Conférence à l’université Fudan, 17 mai 2023

 

 

Wang Anyi, elle aussi, s’intéresse au théâtre : elle a déjà écrit des adaptations d’œuvres littéraires pour la scène, ainsi, en 2004, une adaptation de « La Cangue d’or » (《金锁记》) de Zhang Ailing (张爱玲), pièce mise en scène par la réalisatrice Huang Shuqin (黄蜀芹) au Centre d’art dramatique de Shanghai, puis donnée à Hong Kong en 2009 dans une mise en scène d’Ann Hui (许鞍华).

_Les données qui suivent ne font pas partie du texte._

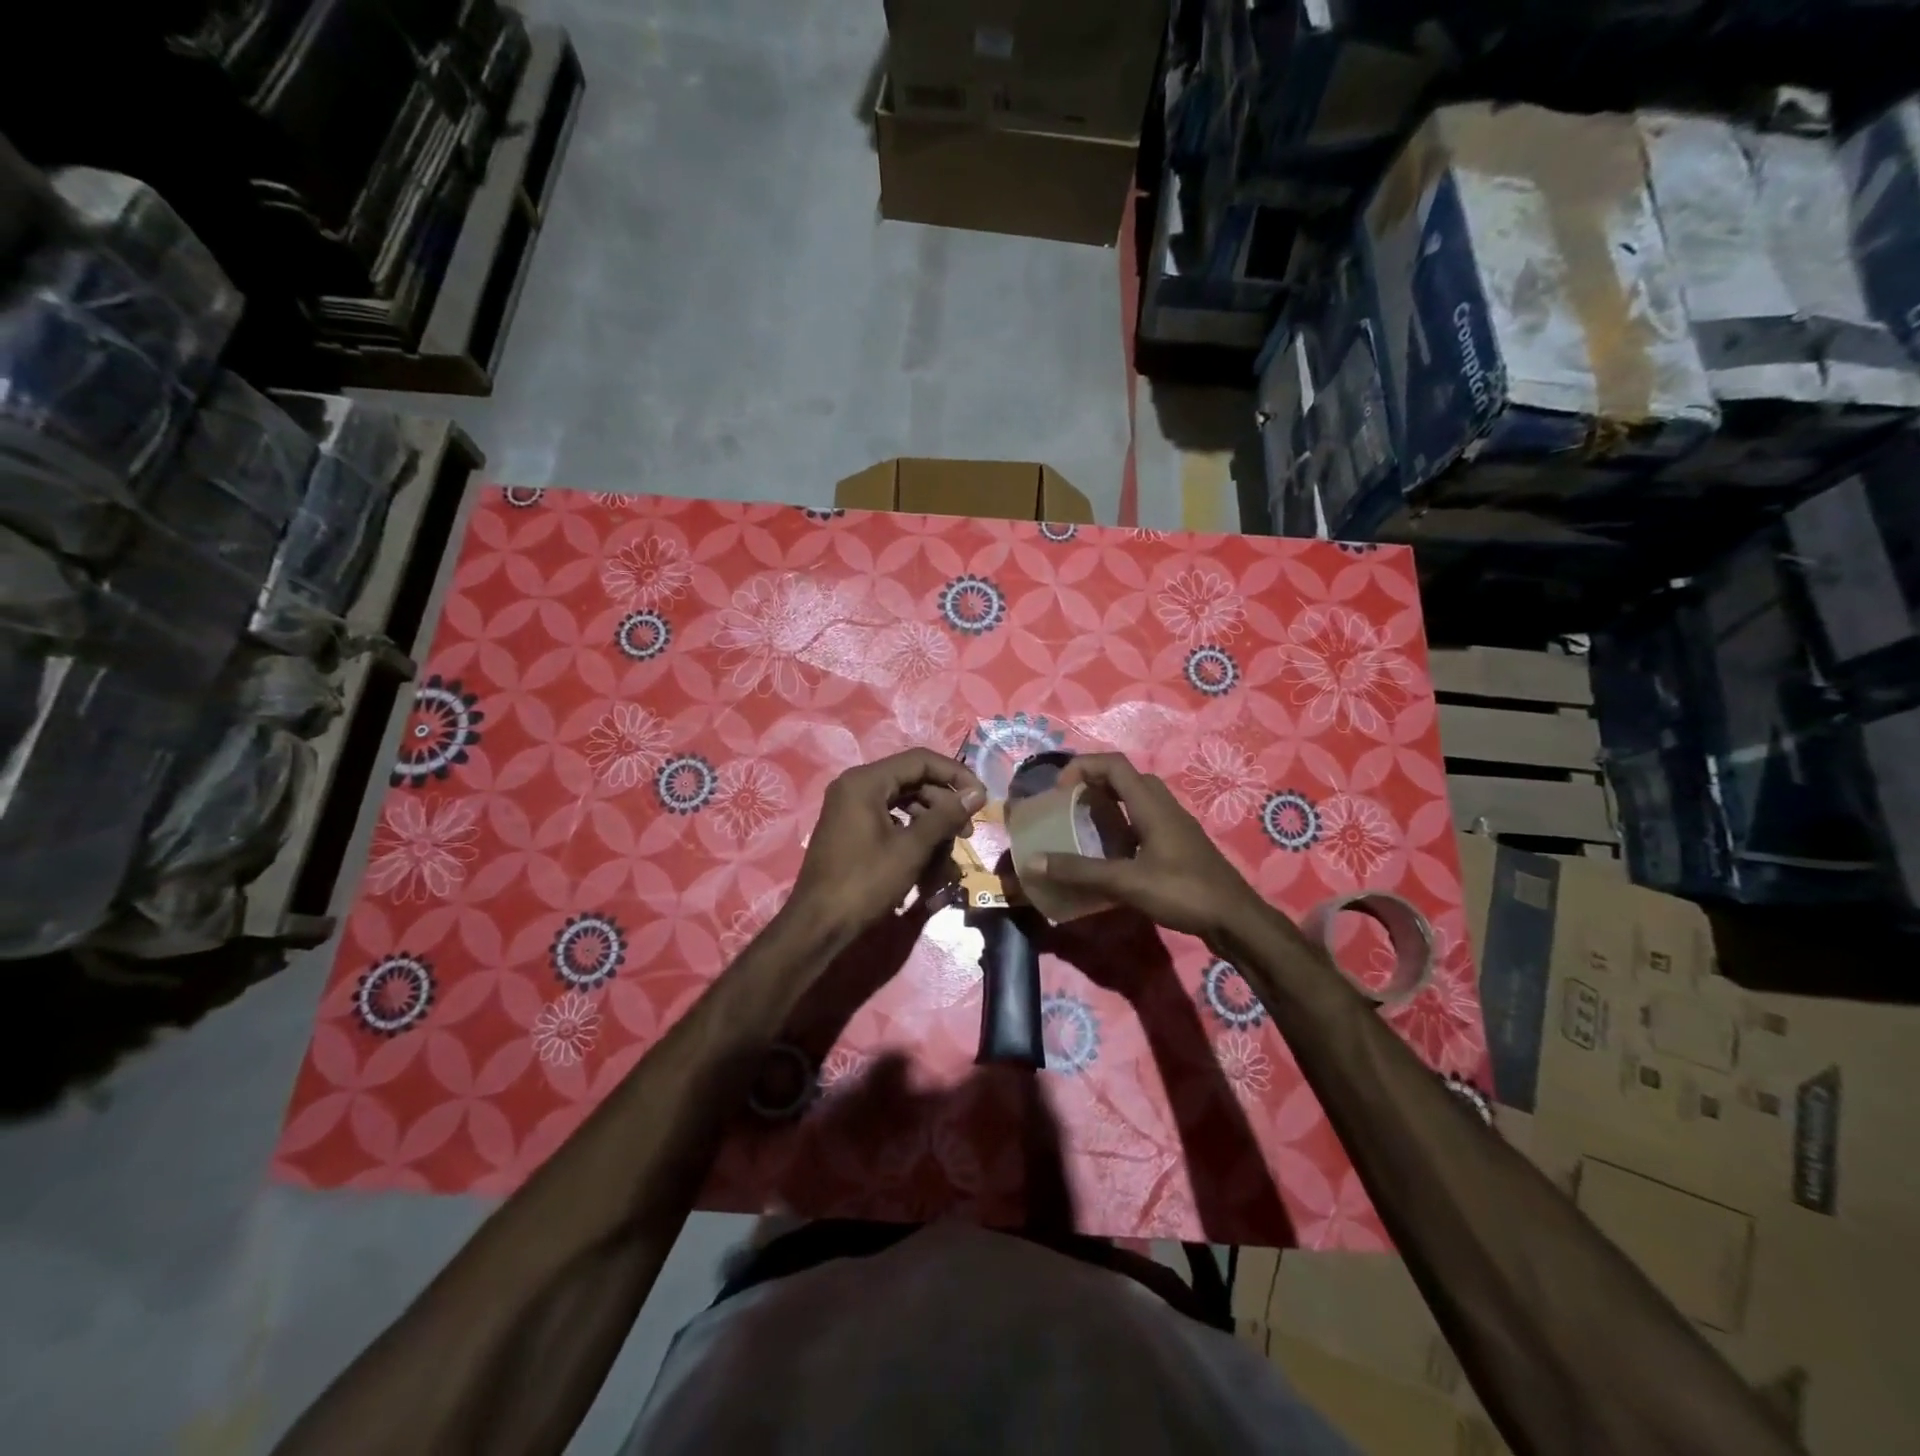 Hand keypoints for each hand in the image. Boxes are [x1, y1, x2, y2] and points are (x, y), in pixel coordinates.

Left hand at [789, 749, 986, 941]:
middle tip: (967, 833)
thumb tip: (977, 794)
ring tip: (948, 858)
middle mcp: (856, 787)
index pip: (921, 761)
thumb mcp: (911, 849)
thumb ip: (945, 816)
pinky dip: (912, 838)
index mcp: (866, 782)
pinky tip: (926, 864)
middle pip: (913, 782)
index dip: (956, 775)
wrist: (818, 925)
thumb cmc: (865, 882)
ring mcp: (851, 809)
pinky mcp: (852, 831)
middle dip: (944, 807)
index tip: (981, 798)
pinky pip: (890, 823)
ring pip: (904, 805)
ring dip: (931, 827)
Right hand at [1025, 753, 1266, 942]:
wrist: (1235, 918)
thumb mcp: (1127, 882)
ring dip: (1108, 802)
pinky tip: (1112, 852)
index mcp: (1151, 805)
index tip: (1059, 789)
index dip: (1083, 766)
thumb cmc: (1184, 892)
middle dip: (1093, 782)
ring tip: (1084, 825)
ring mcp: (1174, 825)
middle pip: (1125, 777)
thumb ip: (1080, 871)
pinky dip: (1122, 823)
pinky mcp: (1178, 844)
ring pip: (1137, 798)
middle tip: (1068, 804)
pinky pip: (1144, 819)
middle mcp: (1164, 806)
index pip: (1114, 764)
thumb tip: (1034, 860) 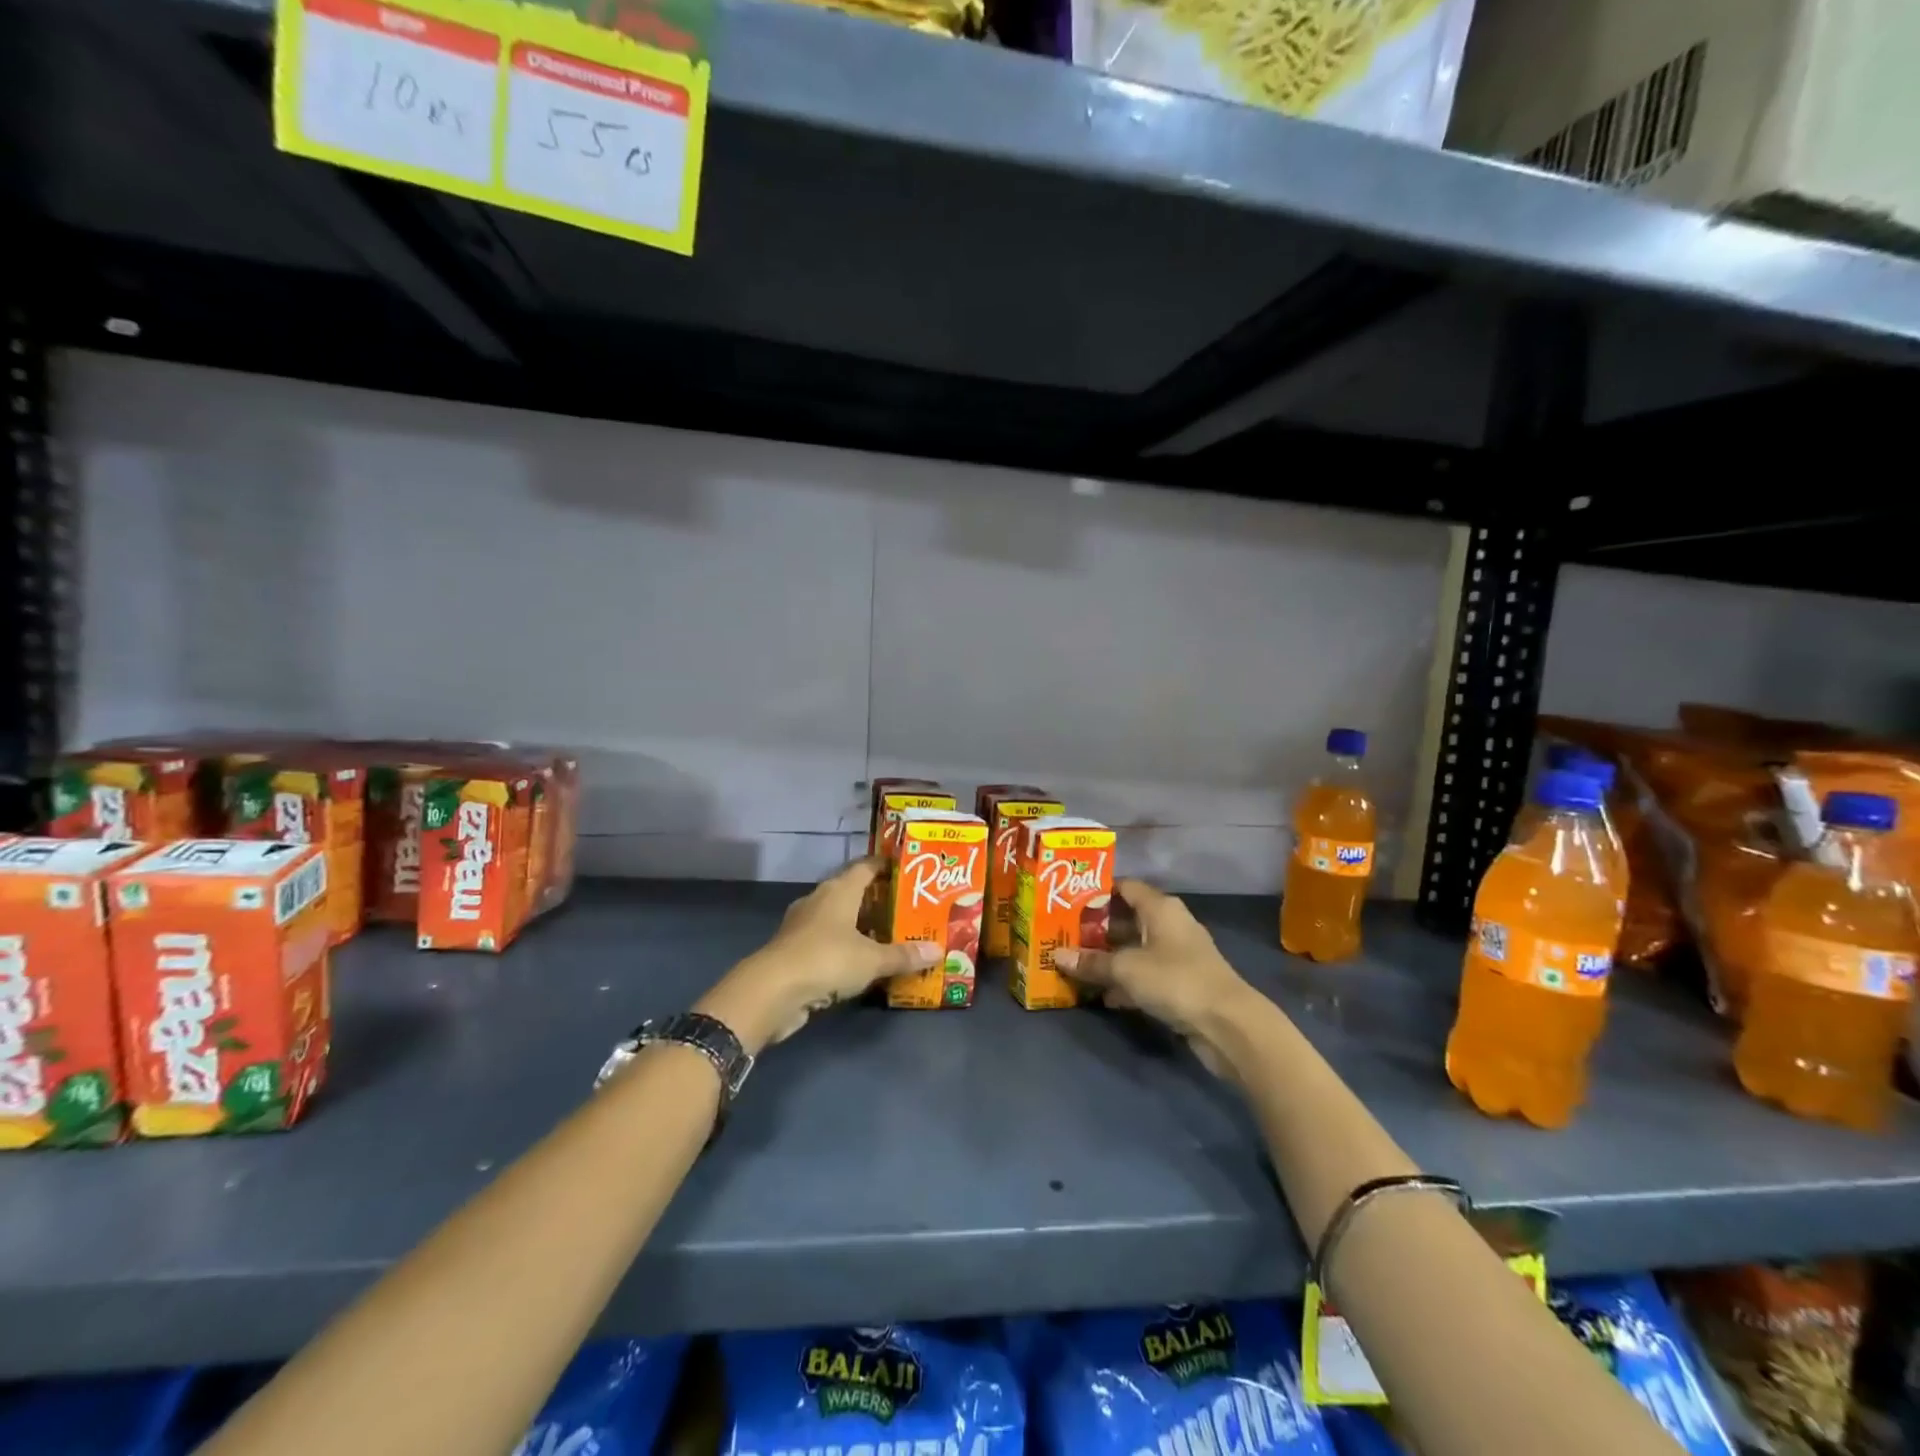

Elle a dit vouloir s’y consacrer dans les années qui viennent.

 

Investi par les grands noms du roman à un moment où celui-ci s’essouffle, le théâtre semble promis en Chine à un riche avenir, venant peut-être combler le déficit laissé par ailleurs par la quasi disparition des écrans chinois de films de qualité.


 

[1] Cité par Xu Shuang dans son chapitre « Imaginaire du corps et écriture transgressive » de l’ouvrage Mo Yan : au croisement du local et de l'universel, actes du colloque international Paris/Aix-en-Provence, octobre 2013/septembre 2014, sous la direction de Zhang Yinde, Xu Shuang et Noël Dutrait, éd. du Seuil, 2016 – 4e partie, chap. 4, p. 361.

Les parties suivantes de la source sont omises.